What can we call you?
What do you call my brother?
The Wild Man,” she speaks.
She thinks on it for long time, but she knew the
answer all along, the hermit had whispered names to the youth long
ago, she takes one of them for herself.
Wyla, call me Wyla.
Kao is not stupid. He is new to symbols, but
has hunted since he was a babe. As soon as the kingcrow left, he
began preparing. The Hidden will return. They will come with all
they have and flush him out or crush him inside the structure.
He will fight.
There is much to learn inside of the ancient
stone structure. There are all sorts of things the Hidden made.
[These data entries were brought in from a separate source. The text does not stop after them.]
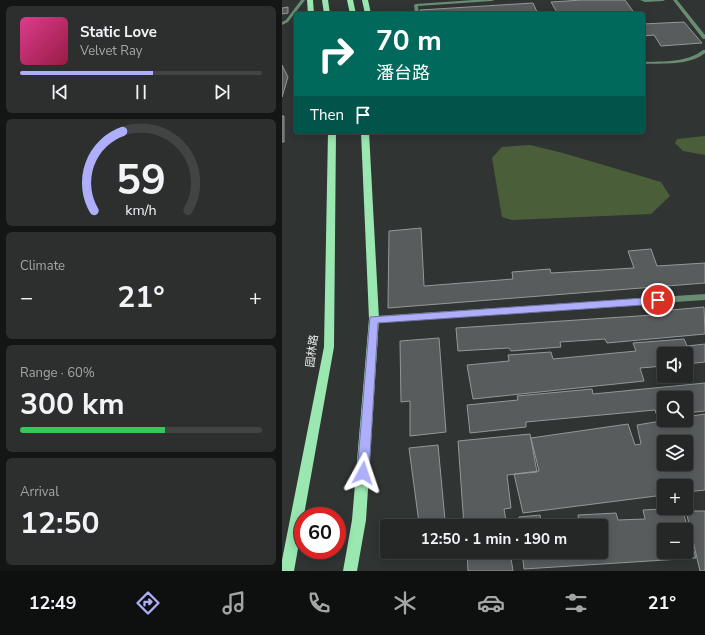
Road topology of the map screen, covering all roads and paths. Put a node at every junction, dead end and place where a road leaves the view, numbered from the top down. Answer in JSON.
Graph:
{"nodes":[{"id":1,"x":303,"y":0,"type":"edge"},
{"id":2,"x":310,"y":0,"type":"edge"},
{"id":3,"x":325,"y":0,"type":"edge"},
{"id":4,"x":350,"y":0,"type":"edge"},
{"id":5,"x":365,"y":0,"type":"edge"},
{"id":6,"x":492,"y":0,"type":"edge"},
{"id":7,"x":642,"y":0,"type":"edge"},
{"id":8,"x":663,"y":0,"type":"edge"},
{"id":9,"x":675,"y":0,"type":"edge"},
{"id":10,"x":311,"y":12,"type":"edge"},
{"id":11,"x":327,"y":12,"type":"edge"},
{"id":12,"x":353,"y":12,"type":"edge"},
{"id":13,"x":368,"y":12,"type":"edge"},
{"id":14,"x":417,"y":12,"type":"edge"},
{"id":15,"x":282,"y":24,"type":"edge"},
{"id":16,"x":705,"y":38,"type":"edge"},
{"id":17,"x":705,"y":51,"type":"edge"},
{"id":18,"x":645,"y":63,"type":"edge"},
{"id":19,"x":332,"y":134,"type":"edge"},
{"id":20,"x":365,"y":134,"type":"edge"},
{"id":21,"x":705,"y":297,"type":"edge"},
{"id":22,"x":374,"y":319,"type":"junction"},
{"id":23,"x":287,"y":571,"type":"edge"},
{"id":24,"x":350,"y":571,"type":"edge"}],
"edges":[{"from":1,"to":15,"type":"lane"},
{"from":2,"to":10,"type":"main road"},
{"from":3,"to":11,"type":"main road"},
{"from":4,"to":12,"type":"main road"},
{"from":5,"to":13,"type":"main road"},
{"from":6,"to":14,"type":"lane"},
{"from":7,"to":8,"type":"lane"},
{"from":9,"to":16,"type":"lane"},
{"from":17,"to":18,"type":"lane"},
{"from":19,"to":23,"type":"main road","name":"园林路"},
{"from":20,"to":22,"type":"main road"},
{"from":21,"to":22,"type":"street"},
{"from":22,"to":24,"type":"main road"}]}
Pieces of wood made to sit in, soft floors like grass, but best of
all there are beautiful paintings, dozens of them. They ring the
dome on every level. Kao can smell their age at the top, older than
the hermit. They get younger and younger as the spiral down and
around the dome. They are filled with all sorts of people. They're
all mostly hairless, only the tops of their heads and stripes above
their eyes are furry. Some of the oldest pictures show men with
hair around their mouths. How he knows they're men, he's not sure.
But he feels a kinship with these people, they're so alike, more
alike than they are different.
There are rooms and rooms to explore, but Kao
does not have the time. The black moss did not get in this place,
and Kao must learn why.
In the Garden, the black mass eats all
but rock. What is different? Why does wood survive here?
He
thinks of the dome as he first saw it, perched high on a hill.
The moss runs downstream.
He carefully examines the rotunda,
and sees some of the Black Moss. It is growing in tiny stripes
wherever One-eye scratched at the stone ground.
Did it come from the kingcrow? Was it venom
like a snake makes, or collected and used, like a frog that eats
ants for their poison? Kao cannot be sure.
But all that will have to wait. They
come.
A thousand deadly prongs march up the hill,
churning up pristine grounds, leaving nothing in their path. Hooves
black as coal kick holes in the earth. Plants are crushed. The
earth is tilled. On their backs dozens of monkeys ride into battle.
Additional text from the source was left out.